Collected data entries
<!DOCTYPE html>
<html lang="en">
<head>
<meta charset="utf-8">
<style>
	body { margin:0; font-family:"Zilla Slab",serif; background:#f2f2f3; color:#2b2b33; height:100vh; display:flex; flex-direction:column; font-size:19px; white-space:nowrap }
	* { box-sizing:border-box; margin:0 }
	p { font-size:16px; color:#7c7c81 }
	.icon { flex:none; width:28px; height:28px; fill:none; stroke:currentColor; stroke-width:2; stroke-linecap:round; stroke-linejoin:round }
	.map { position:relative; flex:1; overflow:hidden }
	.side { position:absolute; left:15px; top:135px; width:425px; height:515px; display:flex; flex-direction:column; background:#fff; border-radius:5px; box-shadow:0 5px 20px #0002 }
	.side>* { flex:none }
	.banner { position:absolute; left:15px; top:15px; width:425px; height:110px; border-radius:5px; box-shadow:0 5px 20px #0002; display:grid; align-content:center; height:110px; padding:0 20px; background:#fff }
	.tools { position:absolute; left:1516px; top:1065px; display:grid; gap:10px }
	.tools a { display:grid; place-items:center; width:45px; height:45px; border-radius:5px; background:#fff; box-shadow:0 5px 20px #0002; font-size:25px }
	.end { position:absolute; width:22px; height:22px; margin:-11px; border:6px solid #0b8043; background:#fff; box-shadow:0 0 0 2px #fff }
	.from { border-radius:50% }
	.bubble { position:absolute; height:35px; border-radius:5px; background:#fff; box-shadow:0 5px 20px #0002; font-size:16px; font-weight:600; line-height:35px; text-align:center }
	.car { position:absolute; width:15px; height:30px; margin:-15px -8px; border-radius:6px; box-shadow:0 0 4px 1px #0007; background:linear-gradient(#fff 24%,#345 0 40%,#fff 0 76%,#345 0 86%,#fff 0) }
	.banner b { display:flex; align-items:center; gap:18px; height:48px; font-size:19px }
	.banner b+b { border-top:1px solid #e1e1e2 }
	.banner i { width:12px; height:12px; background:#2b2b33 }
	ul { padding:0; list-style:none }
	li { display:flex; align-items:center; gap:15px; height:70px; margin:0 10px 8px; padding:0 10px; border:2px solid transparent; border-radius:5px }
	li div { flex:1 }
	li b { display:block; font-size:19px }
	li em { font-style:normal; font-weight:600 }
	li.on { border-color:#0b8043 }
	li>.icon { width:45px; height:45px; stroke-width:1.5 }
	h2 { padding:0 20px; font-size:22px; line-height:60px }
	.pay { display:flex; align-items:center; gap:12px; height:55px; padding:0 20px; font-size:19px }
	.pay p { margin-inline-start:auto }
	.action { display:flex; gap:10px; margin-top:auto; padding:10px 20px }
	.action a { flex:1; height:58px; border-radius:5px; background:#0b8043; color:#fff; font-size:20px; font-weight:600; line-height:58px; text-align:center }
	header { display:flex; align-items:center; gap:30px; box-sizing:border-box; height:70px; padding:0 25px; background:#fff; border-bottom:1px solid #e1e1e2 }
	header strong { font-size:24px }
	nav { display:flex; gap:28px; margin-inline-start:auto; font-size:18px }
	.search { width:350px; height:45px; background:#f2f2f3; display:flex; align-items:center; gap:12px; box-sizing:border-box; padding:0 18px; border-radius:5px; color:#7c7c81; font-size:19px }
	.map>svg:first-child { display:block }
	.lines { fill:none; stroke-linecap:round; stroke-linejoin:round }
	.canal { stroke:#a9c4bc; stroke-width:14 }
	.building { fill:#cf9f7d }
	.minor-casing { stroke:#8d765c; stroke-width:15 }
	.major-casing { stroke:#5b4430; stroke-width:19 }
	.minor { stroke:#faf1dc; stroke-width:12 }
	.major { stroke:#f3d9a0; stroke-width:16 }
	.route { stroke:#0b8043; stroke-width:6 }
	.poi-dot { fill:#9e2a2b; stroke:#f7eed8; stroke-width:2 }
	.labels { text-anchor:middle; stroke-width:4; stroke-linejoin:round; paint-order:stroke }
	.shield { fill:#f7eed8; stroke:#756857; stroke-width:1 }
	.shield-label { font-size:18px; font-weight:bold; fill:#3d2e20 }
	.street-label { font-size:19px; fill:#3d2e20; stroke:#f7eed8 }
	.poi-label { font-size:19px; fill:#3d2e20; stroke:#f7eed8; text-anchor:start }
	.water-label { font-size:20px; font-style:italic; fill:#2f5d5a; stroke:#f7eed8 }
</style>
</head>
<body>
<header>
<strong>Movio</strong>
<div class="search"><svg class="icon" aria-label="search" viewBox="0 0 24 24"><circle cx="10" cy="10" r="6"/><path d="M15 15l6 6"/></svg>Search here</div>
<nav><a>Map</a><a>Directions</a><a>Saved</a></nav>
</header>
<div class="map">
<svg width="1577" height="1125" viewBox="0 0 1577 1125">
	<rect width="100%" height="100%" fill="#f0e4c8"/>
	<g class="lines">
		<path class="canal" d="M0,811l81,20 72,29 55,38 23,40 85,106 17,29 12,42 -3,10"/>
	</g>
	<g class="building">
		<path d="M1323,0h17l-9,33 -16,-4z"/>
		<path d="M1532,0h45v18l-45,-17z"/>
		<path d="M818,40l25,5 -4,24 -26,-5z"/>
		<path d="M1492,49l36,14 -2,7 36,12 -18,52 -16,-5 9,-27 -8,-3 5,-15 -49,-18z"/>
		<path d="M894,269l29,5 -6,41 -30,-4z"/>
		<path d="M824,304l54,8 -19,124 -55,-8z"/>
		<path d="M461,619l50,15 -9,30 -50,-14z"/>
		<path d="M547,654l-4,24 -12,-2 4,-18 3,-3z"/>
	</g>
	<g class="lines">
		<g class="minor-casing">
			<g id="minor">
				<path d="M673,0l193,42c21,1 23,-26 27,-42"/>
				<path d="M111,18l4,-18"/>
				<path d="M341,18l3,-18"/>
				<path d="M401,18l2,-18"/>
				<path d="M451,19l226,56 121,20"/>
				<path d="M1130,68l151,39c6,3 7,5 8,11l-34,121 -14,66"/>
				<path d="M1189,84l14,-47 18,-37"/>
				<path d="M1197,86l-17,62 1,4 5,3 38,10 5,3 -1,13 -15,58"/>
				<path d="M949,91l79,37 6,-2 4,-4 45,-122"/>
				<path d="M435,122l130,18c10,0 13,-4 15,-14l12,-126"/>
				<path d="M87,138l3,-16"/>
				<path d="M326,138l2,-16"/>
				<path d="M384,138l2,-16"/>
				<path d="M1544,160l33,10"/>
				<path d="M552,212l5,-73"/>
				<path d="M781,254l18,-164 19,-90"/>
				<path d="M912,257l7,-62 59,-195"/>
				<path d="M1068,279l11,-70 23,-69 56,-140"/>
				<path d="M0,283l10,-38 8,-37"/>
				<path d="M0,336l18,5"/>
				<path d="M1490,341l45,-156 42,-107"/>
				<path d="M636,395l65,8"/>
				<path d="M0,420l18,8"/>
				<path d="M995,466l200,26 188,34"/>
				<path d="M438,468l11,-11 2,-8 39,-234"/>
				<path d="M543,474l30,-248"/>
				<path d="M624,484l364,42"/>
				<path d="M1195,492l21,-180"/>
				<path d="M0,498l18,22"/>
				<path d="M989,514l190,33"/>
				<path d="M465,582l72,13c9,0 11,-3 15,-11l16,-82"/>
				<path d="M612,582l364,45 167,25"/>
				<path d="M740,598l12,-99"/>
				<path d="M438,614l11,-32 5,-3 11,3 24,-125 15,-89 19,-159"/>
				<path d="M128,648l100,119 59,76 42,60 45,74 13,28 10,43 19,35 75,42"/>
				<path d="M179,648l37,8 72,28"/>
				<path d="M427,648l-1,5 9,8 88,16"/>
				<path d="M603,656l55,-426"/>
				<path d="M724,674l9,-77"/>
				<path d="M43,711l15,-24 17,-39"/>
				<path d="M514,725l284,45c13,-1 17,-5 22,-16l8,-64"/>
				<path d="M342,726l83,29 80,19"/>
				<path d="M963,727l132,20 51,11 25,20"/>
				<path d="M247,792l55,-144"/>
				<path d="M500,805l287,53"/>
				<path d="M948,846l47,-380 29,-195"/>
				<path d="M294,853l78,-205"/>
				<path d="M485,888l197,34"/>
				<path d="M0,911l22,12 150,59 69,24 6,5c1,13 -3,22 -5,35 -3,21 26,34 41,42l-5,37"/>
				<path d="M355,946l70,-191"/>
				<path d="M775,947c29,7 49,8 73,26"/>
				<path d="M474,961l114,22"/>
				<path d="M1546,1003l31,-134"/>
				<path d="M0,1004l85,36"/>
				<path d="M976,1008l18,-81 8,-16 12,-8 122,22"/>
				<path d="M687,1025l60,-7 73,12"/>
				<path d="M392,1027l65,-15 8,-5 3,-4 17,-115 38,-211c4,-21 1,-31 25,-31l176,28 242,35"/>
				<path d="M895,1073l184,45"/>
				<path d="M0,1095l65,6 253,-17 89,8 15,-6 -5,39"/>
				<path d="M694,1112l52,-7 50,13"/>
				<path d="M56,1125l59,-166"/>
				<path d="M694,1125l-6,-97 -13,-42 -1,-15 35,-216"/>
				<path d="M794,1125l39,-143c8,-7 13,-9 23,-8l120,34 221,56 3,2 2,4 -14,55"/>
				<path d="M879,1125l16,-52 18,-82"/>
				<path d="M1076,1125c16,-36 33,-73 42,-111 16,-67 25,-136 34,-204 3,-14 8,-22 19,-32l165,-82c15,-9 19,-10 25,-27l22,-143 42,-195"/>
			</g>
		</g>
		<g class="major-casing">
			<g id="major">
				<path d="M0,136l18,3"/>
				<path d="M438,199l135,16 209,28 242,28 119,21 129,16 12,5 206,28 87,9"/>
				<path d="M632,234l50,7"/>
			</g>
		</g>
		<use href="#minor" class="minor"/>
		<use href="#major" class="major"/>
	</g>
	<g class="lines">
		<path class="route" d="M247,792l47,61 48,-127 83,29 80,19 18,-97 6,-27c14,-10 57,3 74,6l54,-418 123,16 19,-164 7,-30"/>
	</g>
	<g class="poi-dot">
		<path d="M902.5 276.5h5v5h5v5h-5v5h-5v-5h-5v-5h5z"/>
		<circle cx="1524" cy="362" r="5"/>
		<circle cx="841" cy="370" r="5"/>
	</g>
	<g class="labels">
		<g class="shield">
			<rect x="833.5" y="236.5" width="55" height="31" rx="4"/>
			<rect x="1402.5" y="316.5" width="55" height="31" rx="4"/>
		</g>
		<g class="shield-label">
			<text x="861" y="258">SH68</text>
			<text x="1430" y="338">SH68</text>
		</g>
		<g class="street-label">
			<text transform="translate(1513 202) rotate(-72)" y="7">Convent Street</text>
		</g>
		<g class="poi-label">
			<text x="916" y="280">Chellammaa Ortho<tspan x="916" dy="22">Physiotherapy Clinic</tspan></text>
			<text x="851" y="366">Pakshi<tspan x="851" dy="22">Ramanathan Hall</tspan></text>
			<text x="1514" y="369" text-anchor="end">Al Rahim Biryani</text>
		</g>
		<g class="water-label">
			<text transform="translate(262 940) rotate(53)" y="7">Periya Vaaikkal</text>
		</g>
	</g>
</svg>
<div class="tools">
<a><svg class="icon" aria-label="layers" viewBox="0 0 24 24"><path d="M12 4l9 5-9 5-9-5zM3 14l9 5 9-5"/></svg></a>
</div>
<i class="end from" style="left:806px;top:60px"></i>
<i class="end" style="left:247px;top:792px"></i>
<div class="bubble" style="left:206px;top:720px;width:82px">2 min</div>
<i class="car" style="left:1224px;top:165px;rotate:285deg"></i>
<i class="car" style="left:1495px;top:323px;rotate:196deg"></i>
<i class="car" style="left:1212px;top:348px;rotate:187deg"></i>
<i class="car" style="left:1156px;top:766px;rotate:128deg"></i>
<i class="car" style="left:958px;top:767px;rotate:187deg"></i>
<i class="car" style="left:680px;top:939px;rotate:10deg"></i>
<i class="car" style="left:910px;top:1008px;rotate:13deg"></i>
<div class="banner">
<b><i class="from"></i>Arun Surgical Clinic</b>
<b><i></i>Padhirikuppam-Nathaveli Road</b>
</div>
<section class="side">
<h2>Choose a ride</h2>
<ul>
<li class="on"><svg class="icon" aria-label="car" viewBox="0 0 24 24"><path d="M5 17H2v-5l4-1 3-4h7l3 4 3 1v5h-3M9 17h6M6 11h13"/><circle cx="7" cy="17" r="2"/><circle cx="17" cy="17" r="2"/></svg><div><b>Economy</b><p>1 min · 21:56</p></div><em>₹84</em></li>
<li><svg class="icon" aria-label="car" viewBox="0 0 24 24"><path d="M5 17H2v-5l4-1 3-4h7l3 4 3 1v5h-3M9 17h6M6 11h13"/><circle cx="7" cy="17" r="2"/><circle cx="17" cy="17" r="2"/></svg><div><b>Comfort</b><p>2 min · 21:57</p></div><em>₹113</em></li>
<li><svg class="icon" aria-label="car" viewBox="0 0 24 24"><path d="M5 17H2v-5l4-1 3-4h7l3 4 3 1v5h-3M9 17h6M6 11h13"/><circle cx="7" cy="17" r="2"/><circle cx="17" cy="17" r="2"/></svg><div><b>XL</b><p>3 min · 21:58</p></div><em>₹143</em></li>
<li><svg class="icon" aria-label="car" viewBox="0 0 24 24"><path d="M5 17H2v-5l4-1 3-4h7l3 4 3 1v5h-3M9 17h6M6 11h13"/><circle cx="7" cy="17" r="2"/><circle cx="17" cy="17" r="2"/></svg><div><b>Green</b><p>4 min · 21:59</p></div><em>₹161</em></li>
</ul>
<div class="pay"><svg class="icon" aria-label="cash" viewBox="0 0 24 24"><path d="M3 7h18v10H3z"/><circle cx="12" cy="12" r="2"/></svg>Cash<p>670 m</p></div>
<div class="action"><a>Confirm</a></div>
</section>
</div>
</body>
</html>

What the task requires
Your answer should be every line above that contains the word "tools".

Response to the exercise
	.tools { position:absolute; left:1516px; top:1065px; display:grid; gap:10px }
	.tools a { display:grid; place-items:center; width:45px; height:45px; border-radius:5px; background:#fff; box-shadow:0 5px 20px #0002; font-size:25px }
<div class="tools">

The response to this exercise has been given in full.